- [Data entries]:
# # # # #
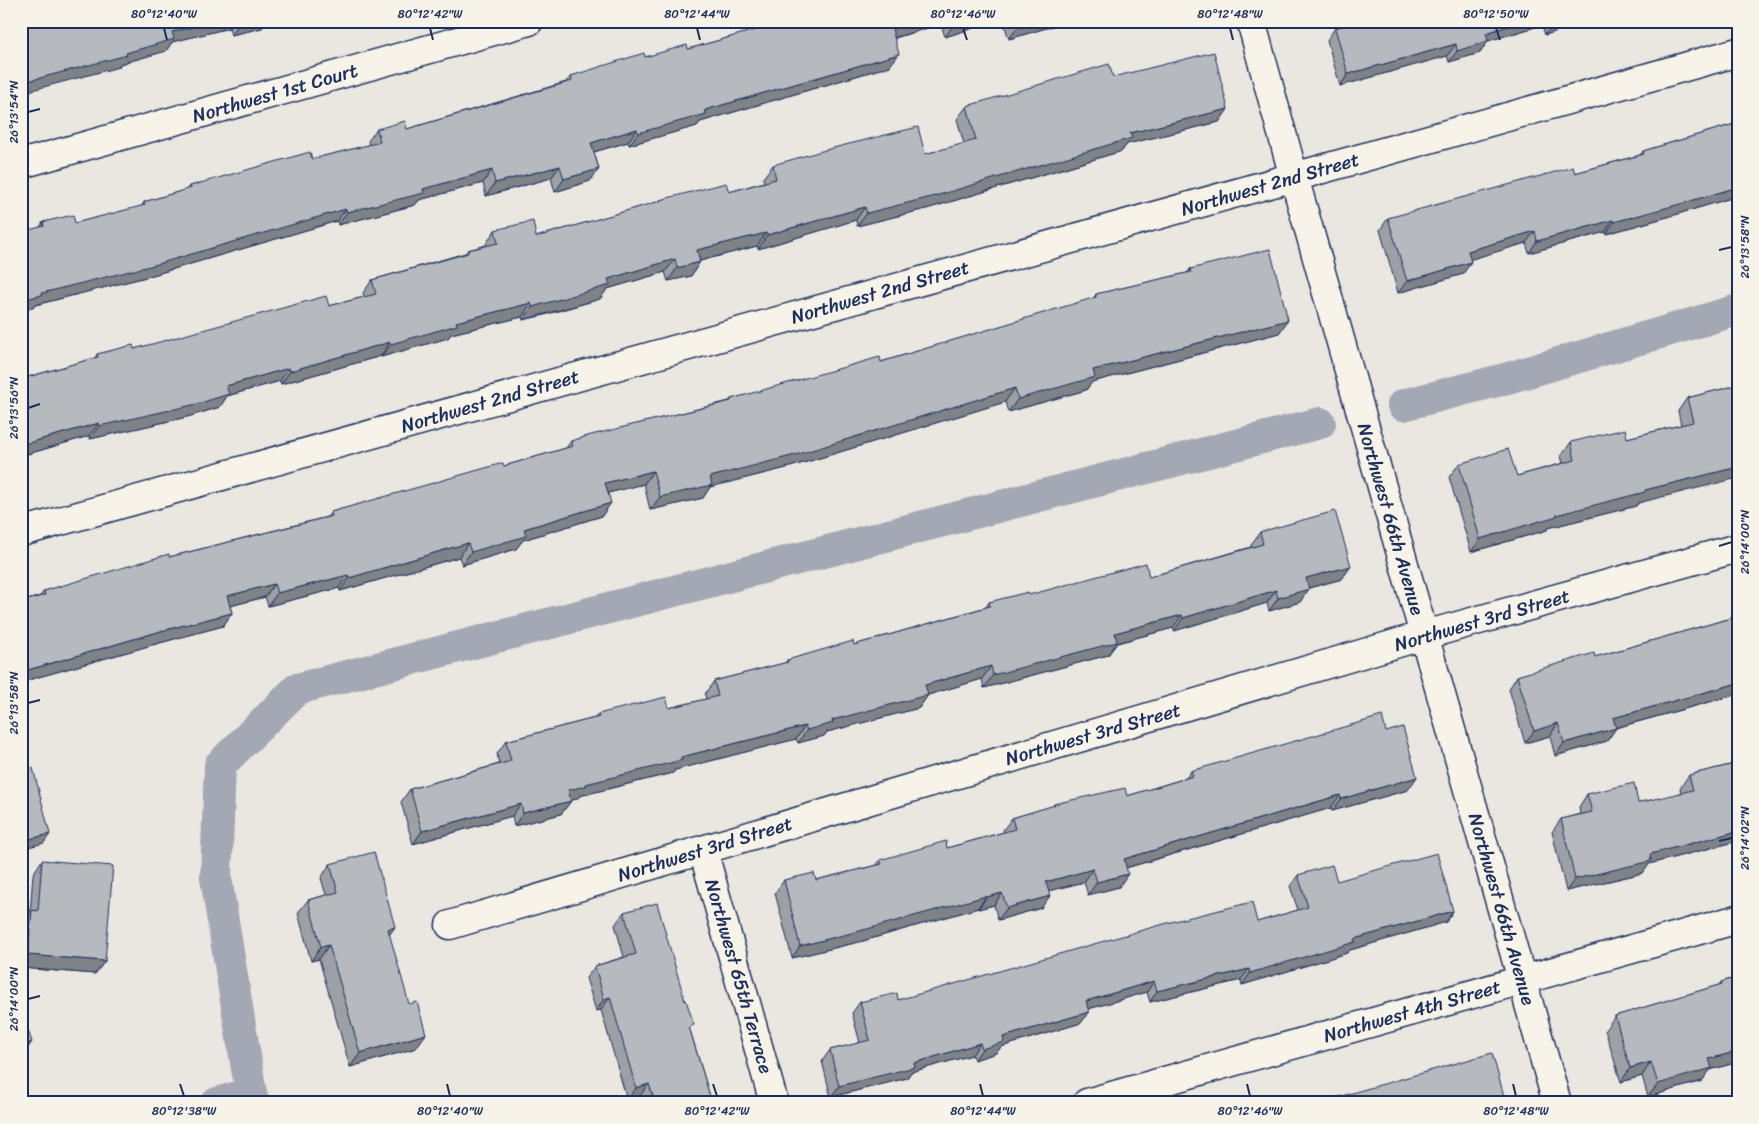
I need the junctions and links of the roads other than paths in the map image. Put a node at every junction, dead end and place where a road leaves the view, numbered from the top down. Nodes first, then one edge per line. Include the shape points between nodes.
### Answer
1 (529, 21) edge
2 (1251, 21) edge
3 (1738, 52) edge
4 (21, 164) edge
5 (1294, 177) junction
6 (21, 532) edge
7 (1738, 548) edge
8 (1425, 636) junction
9 (703, 850) junction
10 (1738, 919) edge
11 (450, 925) dead end
12 (1522, 980) junction
13 (774, 1103) edge
14 (1087, 1103) edge
15 (1557, 1103) edge

1 - 4 street, Northwest 1st Court
2 - 5 street, Northwest 66th Avenue
3 - 5 street, Northwest 2nd Street
5 - 6 street, Northwest 2nd Street
5 - 8 street, Northwest 66th Avenue
7 - 8 street, Northwest 3rd Street
8 - 9 street, Northwest 3rd Street
8 - 12 street, Northwest 66th Avenue
9 - 11 street, Northwest 3rd Street
9 - 13 street, Northwest 65th Terrace
10 - 12 street, Northwest 4th Street
12 - 14 street, Northwest 4th Street
12 - 15 street, Northwest 66th Avenue

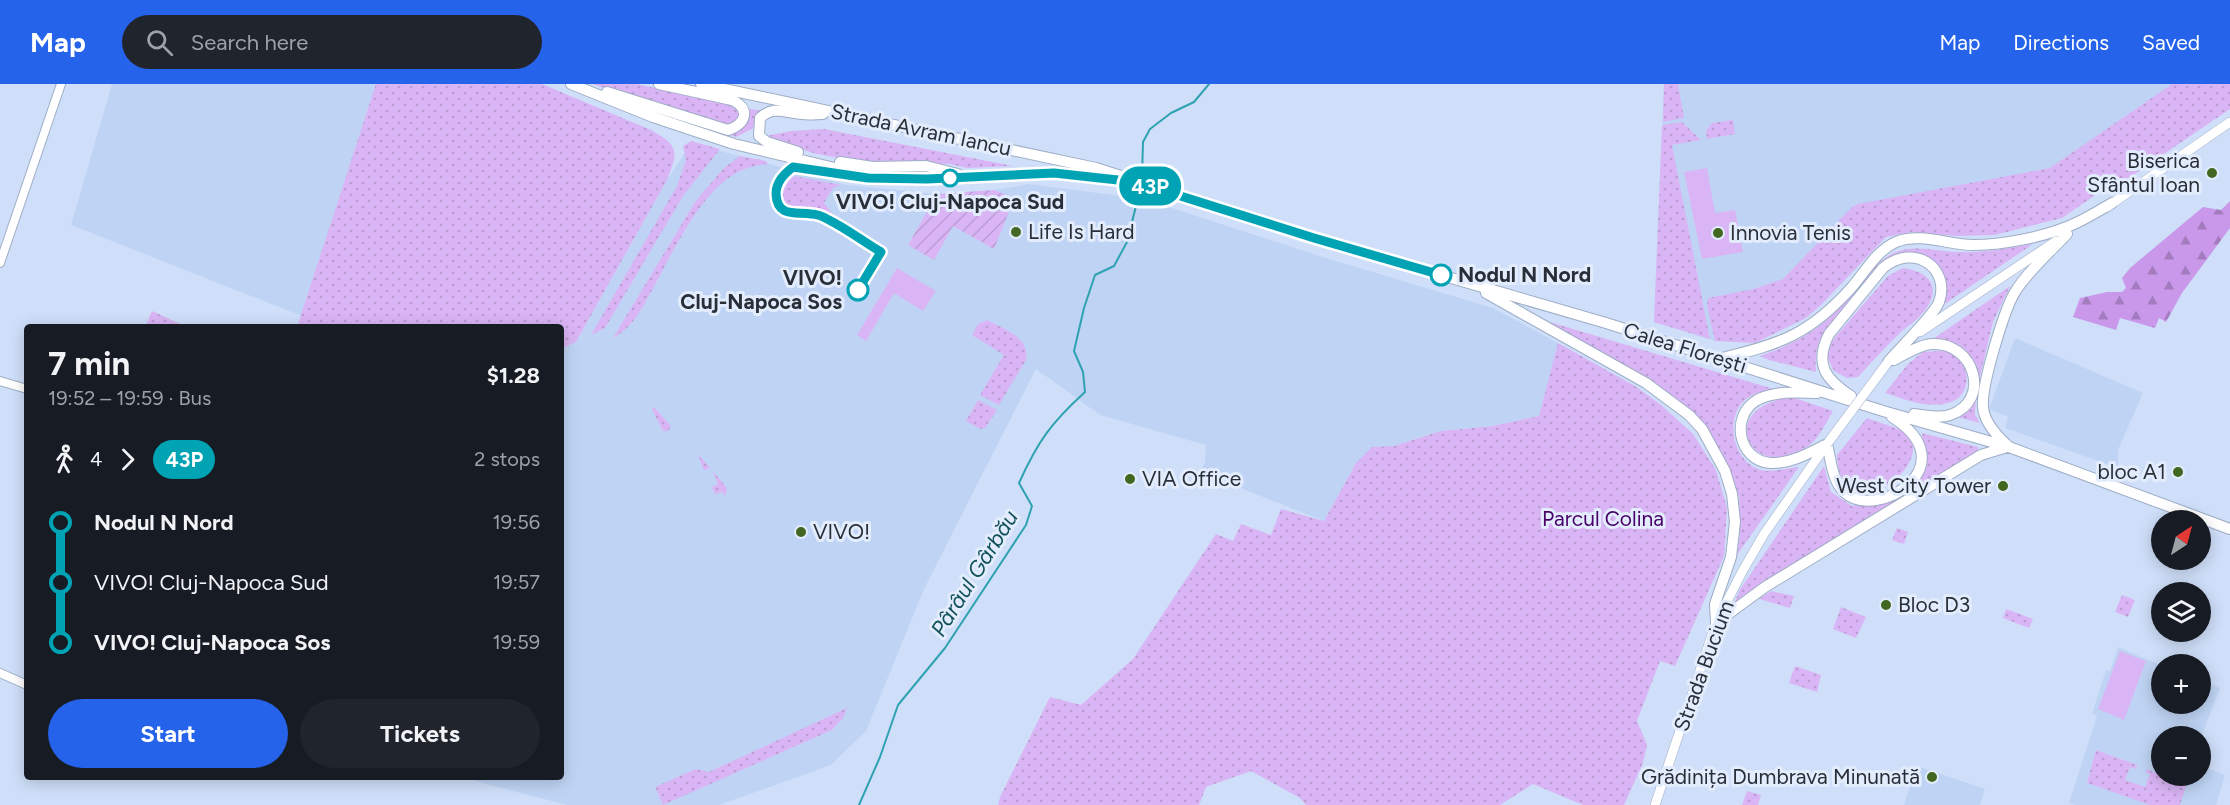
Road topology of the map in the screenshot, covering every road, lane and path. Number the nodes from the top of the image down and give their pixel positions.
1 (61, 84) edge
2 (659, 84) edge
3 (701, 84) edge
4 (576, 86) edge
5 (838, 113) junction
6 (2230, 122) edge
7 (969, 177) junction
8 (1137, 183) junction
9 (2112, 203) junction
10 (2067, 234) junction
11 (0, 263) edge
12 (1468, 283) junction
13 (1722, 358) junction
14 (1888, 362) junction
15 (0, 381) edge
16 (24, 388) edge
17 (1835, 395) junction
18 (1861, 403) junction
19 (1883, 411) junction
20 (1827, 444) junction
21 (2009, 447) junction
22 (2230, 529) edge
23 (1716, 623) junction
24 (0, 673) edge
25 (24, 684) edge
26 (1655, 805) edge

1 - 11 street
2 - 4 main road
3 - 5 main road, Strada Avram Iancu
4 - 7 main road, Strada Avram Iancu
5 - 7 main road
5 - 8 main road, Strada Avram Iancu
6 - 9 main road, Strada Bucium
7 - 8 main road, Strada Avram Iancu
8 - 12 main road, Calea Florești
9 - 10 main road, Strada Bucium
9 - 13 main road
10 - 14 main road, Strada Bucium
10 - 21 main road
12 - 13 main road, Calea Florești
12 - 23 main road
13 - 17 main road, Calea Florești
14 - 18 main road
14 - 19 main road
14 - 20 main road, Strada Bucium, bridge
15 - 16 street
17 - 18 main road, Calea Florești
17 - 20 main road
18 - 19 main road, Calea Florești
19 - 20 main road
19 - 21 main road, Calea Florești
20 - 23 main road, Strada Bucium
21 - 22 main road, Calea Florești
21 - 23 main road
23 - 26 main road, Strada Bucium
24 - 25 street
# # # # #
- [WORK TO COMPLETE]:
Once the pictures are removed, return the entries exactly as they stand.

- [ANSWER SECTION]:
I need the junctions and links of the roads other than paths in the map image. Put a node at every junction, dead end and place where a road leaves the view, numbered from the top down. Nodes first, then one edge per line. Include the shape points between nodes.
### Answer
1 (529, 21) edge
2 (1251, 21) edge
3 (1738, 52) edge
4 (21, 164) edge
5 (1294, 177) junction
6 (21, 532) edge
7 (1738, 548) edge
8 (1425, 636) junction
9 (703, 850) junction
10 (1738, 919) edge
11 (450, 925) dead end
12 (1522, 980) junction
13 (774, 1103) edge
14 (1087, 1103) edge
15 (1557, 1103) edge

1 - 4 street, Northwest 1st Court
2 - 5 street, Northwest 66th Avenue
3 - 5 street, Northwest 2nd Street
5 - 6 street, Northwest 2nd Street
5 - 8 street, Northwest 66th Avenue
7 - 8 street, Northwest 3rd Street
8 - 9 street, Northwest 3rd Street
8 - 12 street, Northwest 66th Avenue
9 - 11 street, Northwest 3rd Street
9 - 13 street, Northwest 65th Terrace
10 - 12 street, Northwest 4th Street
12 - 14 street, Northwest 4th Street
12 - 15 street, Northwest 66th Avenue

Road topology of the map in the screenshot, covering every road, lane and path. Number the nodes from the top of the image down and give their pixel positions.
1 (61, 84) edge
2 (659, 84) edge
3 (701, 84) edge
4 (576, 86) edge
5 (838, 113) junction
6 (2230, 122) edge
7 (969, 177) junction
8 (1137, 183) junction
9 (2112, 203) junction
10 (2067, 234) junction
11 (0, 263) edge
12 (1468, 283) junction
13 (1722, 358) junction
14 (1888, 362) junction
15 (0, 381) edge
16 (24, 388) edge
17 (1835, 395) junction
18 (1861, 403) junction
19 (1883, 411) junction
20 (1827, 444) junction
21 (2009, 447) junction
22 (2230, 529) edge
23 (1716, 623) junction
24 (0, 673) edge
25 (24, 684) edge
26 (1655, 805) edge

1 - 11 street
2 - 4 main road
3 - 5 main road, Strada Avram Iancu
4 - 7 main road, Strada Avram Iancu
5 - 7 main road
5 - 8 main road, Strada Avram Iancu
6 - 9 main road, Strada Bucium
7 - 8 main road, Strada Avram Iancu
8 - 12 main road, Calea Florești
9 - 10 main road, Strada Bucium
9 - 13 main road
10 - 14 main road, Strada Bucium
10 - 21 main road
12 - 13 main road, Calea Florești
12 - 23 main road
13 - 17 main road, Calea Florești
14 - 18 main road
14 - 19 main road
14 - 20 main road, Strada Bucium, bridge
15 - 16 street
17 - 18 main road, Calea Florești
17 - 20 main road
18 - 19 main road, Calea Florești
19 - 20 main road
19 - 21 main road, Calea Florești
20 - 23 main road, Strada Bucium
21 - 22 main road, Calea Florești
21 - 23 main road
23 - 26 main road, Strada Bucium
24 - 25 street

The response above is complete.